EXERCISE GOAL: Please reproduce all of the data below exactly, leaving each picture out.

DATA:
○ ○ ○ ○ ○ ○ ○

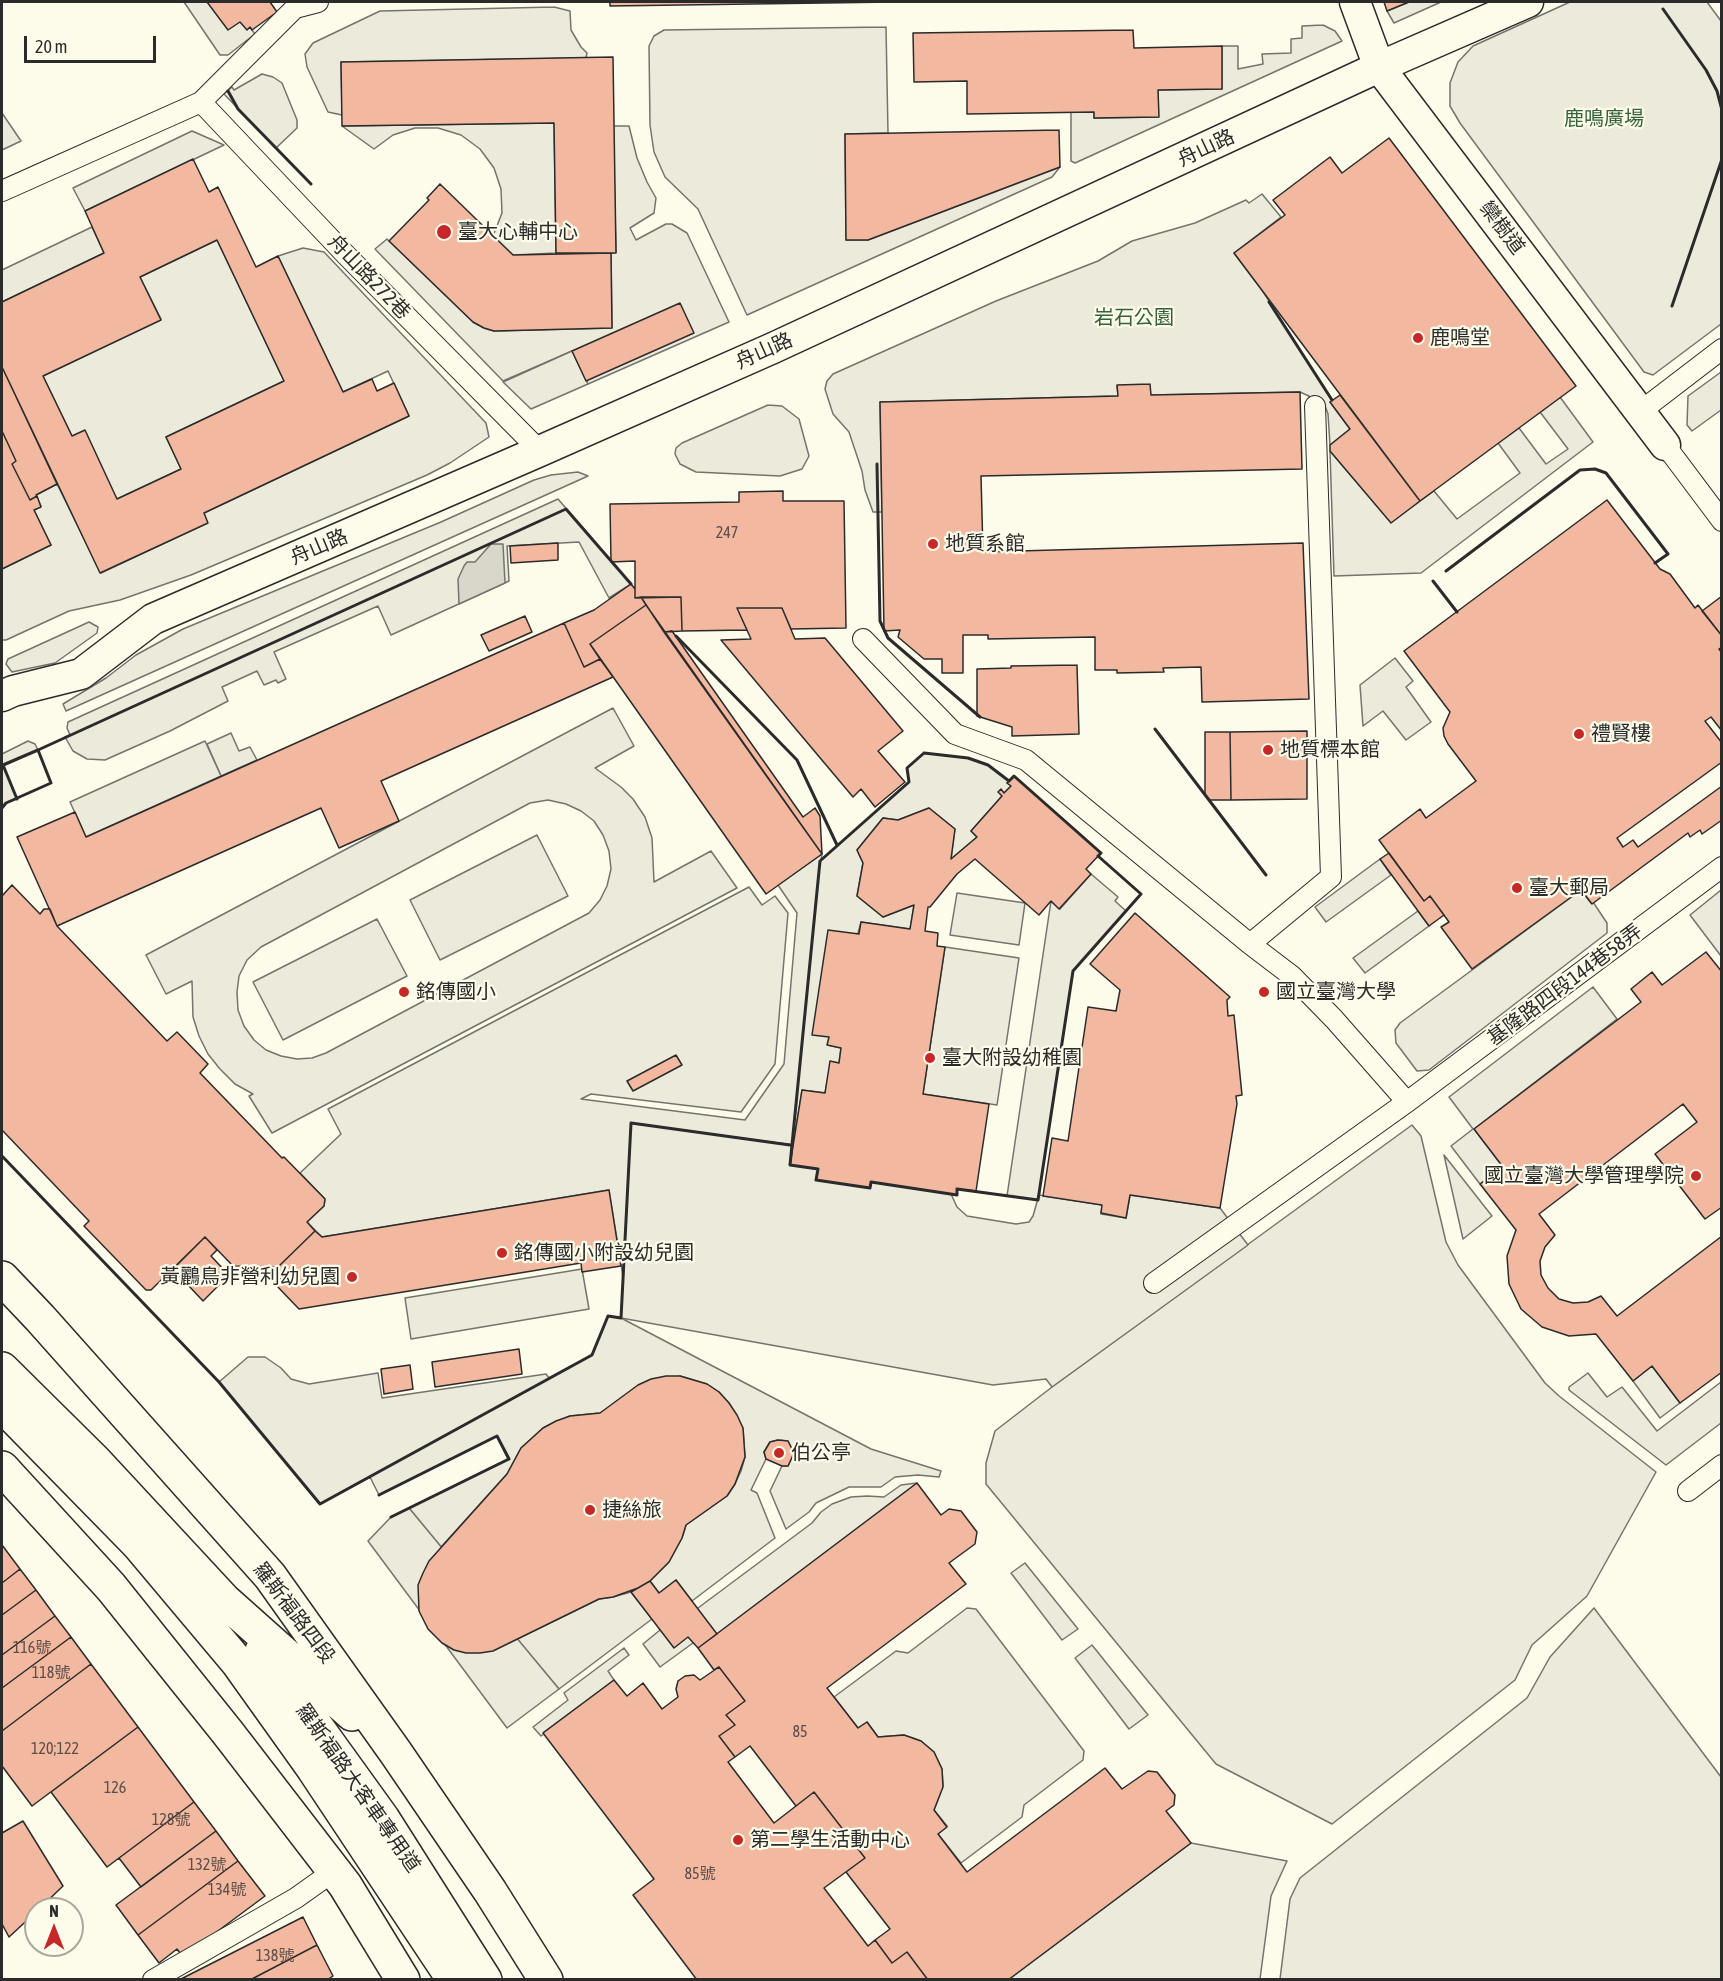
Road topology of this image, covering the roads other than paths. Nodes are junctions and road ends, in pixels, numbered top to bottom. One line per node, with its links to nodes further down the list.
1 (318, 2): 4 (lane)
2 (1355, 2): 5 (street, 欒樹道)
3 (1528, 2): 5 (street, 舟山路)
4 (295, 5): 6 (lane)
5 (1379, 67): 10 (street, 欒樹道); 12 (street, 舟山路)
6 (201, 102): 7 (lane); 12 (lane, 舟山路272巷)
7 (2, 191)
8 (1722, 349): 10 (lane)
9 (1315, 406): 17 (lane)
10 (1641, 411): 11 (street, 欒樹道)
11 (1665, 445): 13 (lane)
12 (540, 451): 15 (street, 舟山路)
13 (1722, 521)
14 (862, 639): 17 (lane)
15 (5, 688)
16 (1722, 867): 18 (lane, 基隆路四段144巷58弄)
17 (1250, 944): 18 (lane)
18 (1407, 1102): 20 (lane, 基隆路四段144巷58弄)
19 (2, 1278): 28 (main road, 羅斯福路四段)
20 (1154, 1283)
21 (2, 1369): 26 (main road, 羅斯福路大客車專用道)
22 (2, 1405): 27 (main road, 羅斯福路大客車專用道)
23 (1722, 1465): 25 (lane)
24 (2, 1468): 29 (main road)
25 (1688, 1491)
26 (224, 1600): 28 (main road, 羅斯福路大客車專用道); 33 (main road, 羅斯福路大客車專用道)
27 (274, 1714): 29 (main road, 羅斯福路大客車專用道); 32 (main road, 羅斯福路大客車專用道)
28 (396, 1753): 34 (main road, 羅斯福路四段)
29 (340, 1878): 30 (lane); 31 (main road)
30 (153, 1980)
31 (402, 1980)
32 (454, 1980)
33 (485, 1980)
34 (546, 1980)

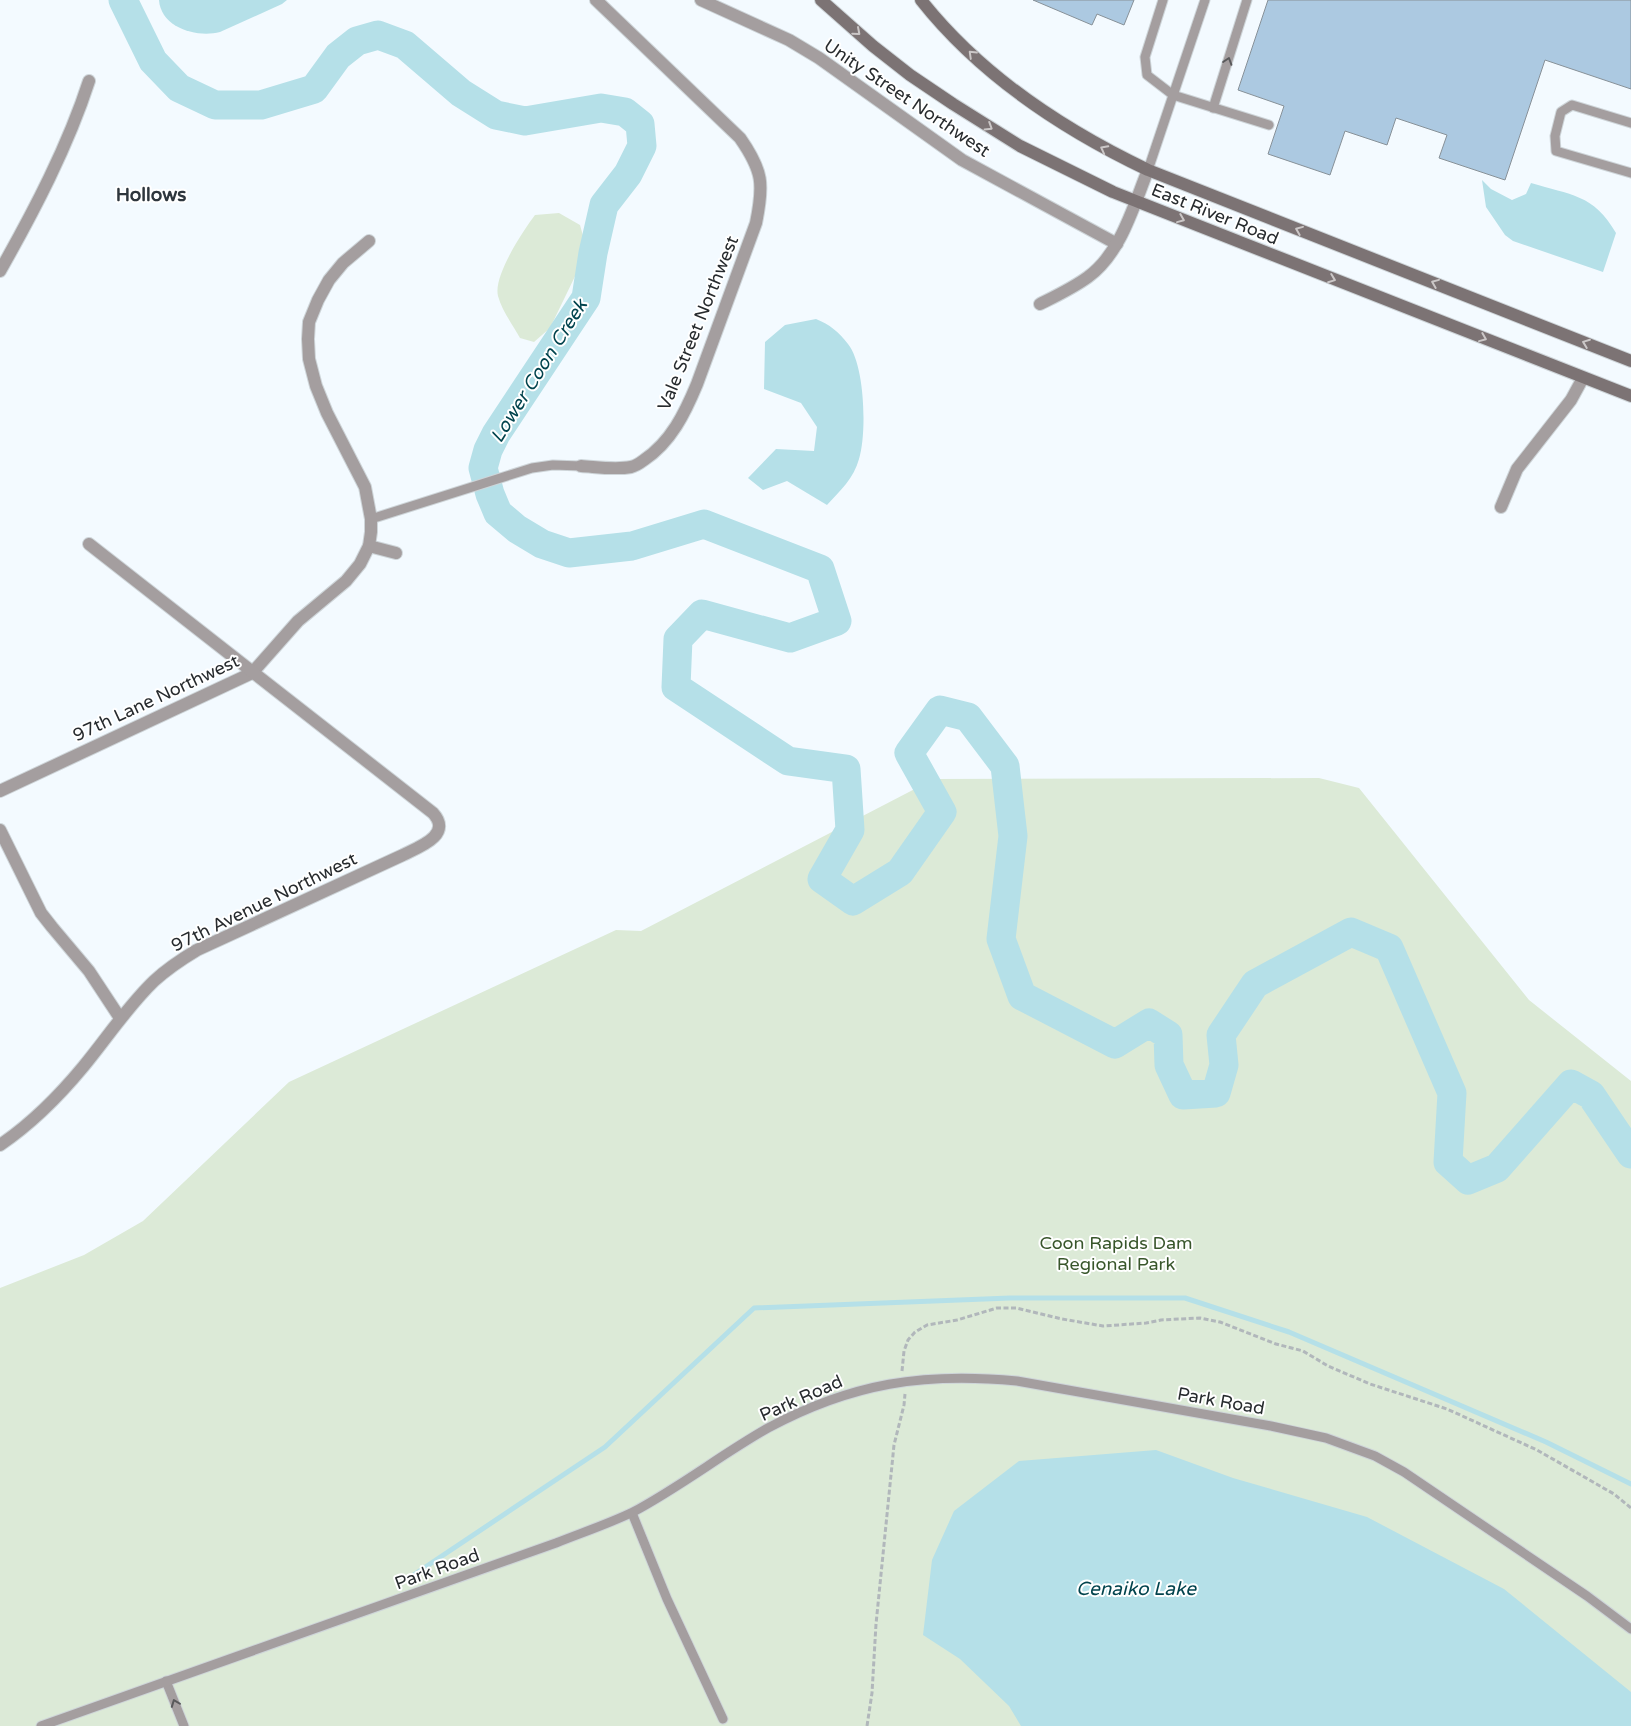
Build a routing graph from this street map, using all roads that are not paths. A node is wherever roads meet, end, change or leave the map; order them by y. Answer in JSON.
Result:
{"nodes":[{"id":1,"x":596,"y":0,"type":"edge"},
{"id":2,"x":701,"y":0,"type":"edge"},
{"id":3,"x":821,"y":0,"type":"edge"},
{"id":4,"x":922,"y":0,"type":"edge"},
{"id":5,"x":1163,"y":0,"type":"edge"},
{"id":6,"x":1206,"y":0,"type":"edge"},
{"id":7,"x":1247,"y":0,"type":"edge"},
{"id":8,"x":89,"y":81,"type":"dead end"},
{"id":9,"x":1173,"y":95,"type":"junction"},
{"id":10,"x":1213,"y":108,"type":"junction"},
{"id":11,"x":1631,"y":123,"type":"edge"},
{"id":12,"x":1269,"y":125,"type":"dead end"},
{"id":13,"x":1148,"y":170,"type":"junction"},
{"id":14,"x":1631,"y":173,"type":"edge"},
{"id":15,"x":1135,"y":201,"type":"junction"},
{"id":16,"x":369,"y":241,"type":"dead end"},
{"id":17,"x":1117,"y":244,"type":"junction"},
{"id":18,"x":0,"y":271,"type":"edge"},
{"id":19,"x":1040,"y":304,"type":"dead end"},
{"id":20,"x":1631,"y":361,"type":"edge"},
{"id":21,"x":1583,"y":378,"type":"junction"},
{"id":22,"x":1631,"y":396,"type":"edge"},
{"id":23,"x":581,"y":466,"type":"joint"},
{"id":24,"x":1501,"y":507,"type":"dead end"},
{"id":25,"x":372,"y":519,"type":"junction"},
{"id":26,"x":89,"y":544,"type":"dead end"},
{"id":27,"x":369,"y":546,"type":"junction"},
{"id":28,"x":396,"y":553,"type":"dead end"},
{"id":29,"x":252,"y":673,"type":"junction"},
{"id":30,"x":0,"y":791,"type":"edge"},
{"id":31,"x":0,"y":830,"type":"edge"},
{"id":32,"x":120,"y":1018,"type":"junction"},
{"id":33,"x":0,"y":1145,"type":"edge"},
{"id":34,"x":632,"y":1513,"type":"junction"},
{"id":35,"x":1631,"y":1629,"type":"edge"},
{"id":36,"x":166,"y":1681,"type":"junction"},
{"id":37,"x":722,"y":1719,"type":"dead end"},
{"id":38,"x":41,"y":1726,"type":"edge"},
{"id":39,"x":184,"y":1726,"type":"edge"}],
"edges":[{"from":1,"to":23,"type":"street","name":"Vale Street Northwest"},
{"from":2,"to":17,"type":"street","name":"Unity Street Northwest"},
{"from":3,"to":15,"type":"main road","name":"East River Road","one_way":true},
{"from":13,"to":4,"type":"main road","name":"East River Road","one_way":true},
{"from":5,"to":9,"type":"lane"},
{"from":6,"to":9,"type":"lane"},
{"from":10,"to":7,"type":"lane","one_way":true},
{"from":8,"to":18,"type":"street"},
{"from":9,"to":10,"type":"lane"},
{"from":9,"to":13,"type":"lane"},
{"from":10,"to":12,"type":"lane"},
{"from":11,"to":14,"type":"lane"},
{"from":13,"to":15,"type":"street"},
{"from":20,"to":13,"type":"main road","name":"East River Road","one_way":true},
{"from":15,"to":17,"type":"street"},
{"from":15,"to":21,"type":"main road","name":"East River Road","one_way":true},
{"from":16,"to":25,"type":"street","name":"97th Lane Northwest"},
{"from":17,"to":19,"type":"street"},
{"from":21,"to":22,"type":"main road","name":"East River Road"},
{"from":21,"to":24,"type":"street"},
{"from":23,"to":25,"type":"lane","name":"Vale Street Northwest"},
{"from":25,"to":27,"type":"street","name":"97th Lane Northwest"},
{"from":26,"to":29,"type":"street"},
{"from":27,"to":28,"type":"street"},
{"from":27,"to":29,"type":"street","name":"97th Lane Northwest"},
{"from":29,"to":30,"type":"street","name":"97th Lane Northwest"},
{"from":29,"to":32,"type":"street","name":"97th Avenue Northwest"},
{"from":31,"to":32,"type":"street"},
{"from":32,"to":33,"type":"street","name":"97th Avenue Northwest"},
{"from":34,"to":35,"type":"lane","name":"Park Road"},
{"from":34,"to":36,"type":"lane","name":"Park Road"},
{"from":34,"to":37,"type":"lane"},
{"from":36,"to":38,"type":"lane","name":"Park Road"},
{"from":39,"to":36,"type":"lane","one_way":true}]}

○ ○ ○ ○ ○ ○ ○

EXERCISE SOLUTION:
Road topology of this image, covering the roads other than paths. Nodes are junctions and road ends, in pixels, numbered top to bottom. One line per node, with its links to nodes further down the list.
1 (318, 2): 4 (lane)
2 (1355, 2): 5 (street, 欒樹道)
3 (1528, 2): 5 (street, 舟山路)
4 (295, 5): 6 (lane)
5 (1379, 67): 10 (street, 欒樹道); 12 (street, 舟山路)
6 (201, 102): 7 (lane); 12 (lane, 舟山路272巷)
7 (2, 191)
8 (1722, 349): 10 (lane)
9 (1315, 406): 17 (lane)
10 (1641, 411): 11 (street, 欒樹道)
11 (1665, 445): 13 (lane)
12 (540, 451): 15 (street, 舟山路)
13 (1722, 521)
14 (862, 639): 17 (lane)
15 (5, 688)
16 (1722, 867): 18 (lane, 基隆路四段144巷58弄)
17 (1250, 944): 18 (lane)
18 (1407, 1102): 20 (lane, 基隆路四段144巷58弄)
19 (2, 1278): 28 (main road, 羅斯福路四段)
20 (1154, 1283)
21 (2, 1369): 26 (main road, 羅斯福路大客車專用道)
22 (2, 1405): 27 (main road, 羅斯福路大客車專用道)
23 (1722, 1465): 25 (lane)
24 (2, 1468): 29 (main road)
25 (1688, 1491)
26 (224, 1600): 28 (main road, 羅斯福路大客車專用道); 33 (main road, 羅斯福路大客車專用道)
27 (274, 1714): 29 (main road, 羅斯福路大客車專用道); 32 (main road, 羅斯福路大客車專用道)
28 (396, 1753): 34 (main road, 羅斯福路四段)
29 (340, 1878): 30 (lane); 31 (main road)
30 (153, 1980)
31 (402, 1980)
32 (454, 1980)
33 (485, 1980)
34 (546, 1980)

Build a routing graph from this street map, using all roads that are not paths. A node is wherever roads meet, end, change or leave the map; order them by y. Answer in JSON.
Result:
{"nodes":[{"id":1,"x":596,"y":0,"type":"edge"},
{"id":2,"x":701,"y":0,"type":"edge"},
{"id":3,"x":821,"y":0,"type":"edge"},
{"id":4,"x":922,"y":0,"type":"edge"},
{"id":5,"x":1163,"y":0,"type":"edge"},
{"id":6,"x":1206,"y":0,"type":"edge"},
{"id":7,"x":1247,"y":0,"type":"edge"},
{"id":8,"x":89,"y":81,"type":"dead end"},
{"id":9,"x":1173,"y":95,"type":"junction"},
{"id":10,"x":1213,"y":108,"type":"junction"},
{"id":11,"x":1631,"y":123,"type":"edge"},
{"id":12,"x":1269,"y":125,"type":"dead end"},
{"id":13,"x":1148,"y":170,"type":"junction"},
{"id":14,"x":1631,"y":173,"type":"edge"},
{"id":15,"x":1135,"y":201,"type":"junction"},
{"id":16,"x":369,"y":241,"type":"dead end"},
{"id":17,"x":1117,"y":244,"type":"junction"},
{"id":18,"x":0,"y":271,"type":"edge"},
{"id":19,"x":1040,"y":304,"type":"dead end"},
{"id":20,"x":1631,"y":361,"type":"edge"},
{"id":21,"x":1583,"y":378,"type":"junction"},
{"id":22,"x":1631,"y":396,"type":"edge"},
{"id":23,"x":581,"y":466,"type":"joint"},
{"id":24,"x":1501,"y":507,"type":"dead end"},
{"id":25,"x":372,"y":519,"type":"junction"},
{"id":26,"x":89,"y":544,"type":"dead end"},
{"id":27,"x":369,"y":546,"type":"junction"},
{"id":28,"x":396,"y":553,"type":"dead end"},
{"id":29,"x":252,"y":673,"type":"junction"},
{"id":30,"x":0,"y":791,"type":"edge"},
{"id":31,"x":0,"y":830,"type":"edge"},
{"id":32,"x":120,"y":1018,"type":"junction"},
{"id":33,"x":0,"y":1145,"type":"edge"},
{"id":34,"x":632,"y":1513,"type":"junction"},
{"id":35,"x":1631,"y":1629,"type":"edge"},
{"id":36,"x":166,"y":1681,"type":"junction"},
{"id":37,"x":722,"y":1719,"type":"dead end"},
{"id":38,"x":41,"y":1726,"type":"edge"},
{"id":39,"x":184,"y":1726,"type":"edge"}],
"edges":[{"from":1,"to":23,"type":"street","name":"Vale Street Northwest"},
{"from":2,"to":17,"type":"street","name":"Unity Street Northwest"},
{"from":3,"to":15,"type":"main road","name":"East River Road","one_way":true},
{"from":13,"to":4,"type":"main road","name":"East River Road","one_way":true},
{"from":5,"to":9,"type":"lane"},
{"from":6,"to":9,"type":"lane"},
{"from":10,"to":7,"type":"lane","one_way":true},
{"from":8,"to":18,"type":"street"},
{"from":9,"to":10,"type":"lane"},
{"from":9,"to":13,"type":"lane"},
{"from":10,"to":12,"type":"lane"},
{"from":11,"to":14,"type":"lane"},
{"from":13,"to":15,"type":"street"},
{"from":20,"to":13,"type":"main road","name":"East River Road","one_way":true},
{"from":15,"to":17,"type":"street"},
{"from":15,"to":21,"type":"main road","name":"East River Road","one_way":true},
{"from":16,"to":25,"type":"street","name":"97th Lane Northwest"},
{"from":17,"to":19,"type":"street"},
{"from":21,"to":22,"type":"main road","name":"East River Road"},
{"from":21,"to":24,"type":"street"},
{"from":23,"to":25,"type":"lane","name":"Vale Street Northwest"},
{"from":25,"to":27,"type":"street","name":"97th Lane Northwest"},
{"from":26,"to":29,"type":"street"},
{"from":27,"to":28,"type":"street"},
{"from":27,"to":29,"type":"street","name":"97th Lane Northwest"},
{"from":29,"to":30,"type":"street","name":"97th Lane Northwest"},
{"from":29,"to":32,"type":"street","name":"97th Avenue Northwest"},
{"from":31,"to":32,"type":"street"},
{"from":32,"to":33,"type":"street","name":"97th Avenue Northwest"},
{"from":34,"to":35,"type":"lane","name":"Park Road"},
{"from":34,"to":36,"type":"lane","name":"Park Road"},
{"from":34,"to":37,"type":"lane"},
{"from":36,"to":38,"type":"lane","name":"Park Road"},
{"from":39,"to":36,"type":"lane","one_way":true}]}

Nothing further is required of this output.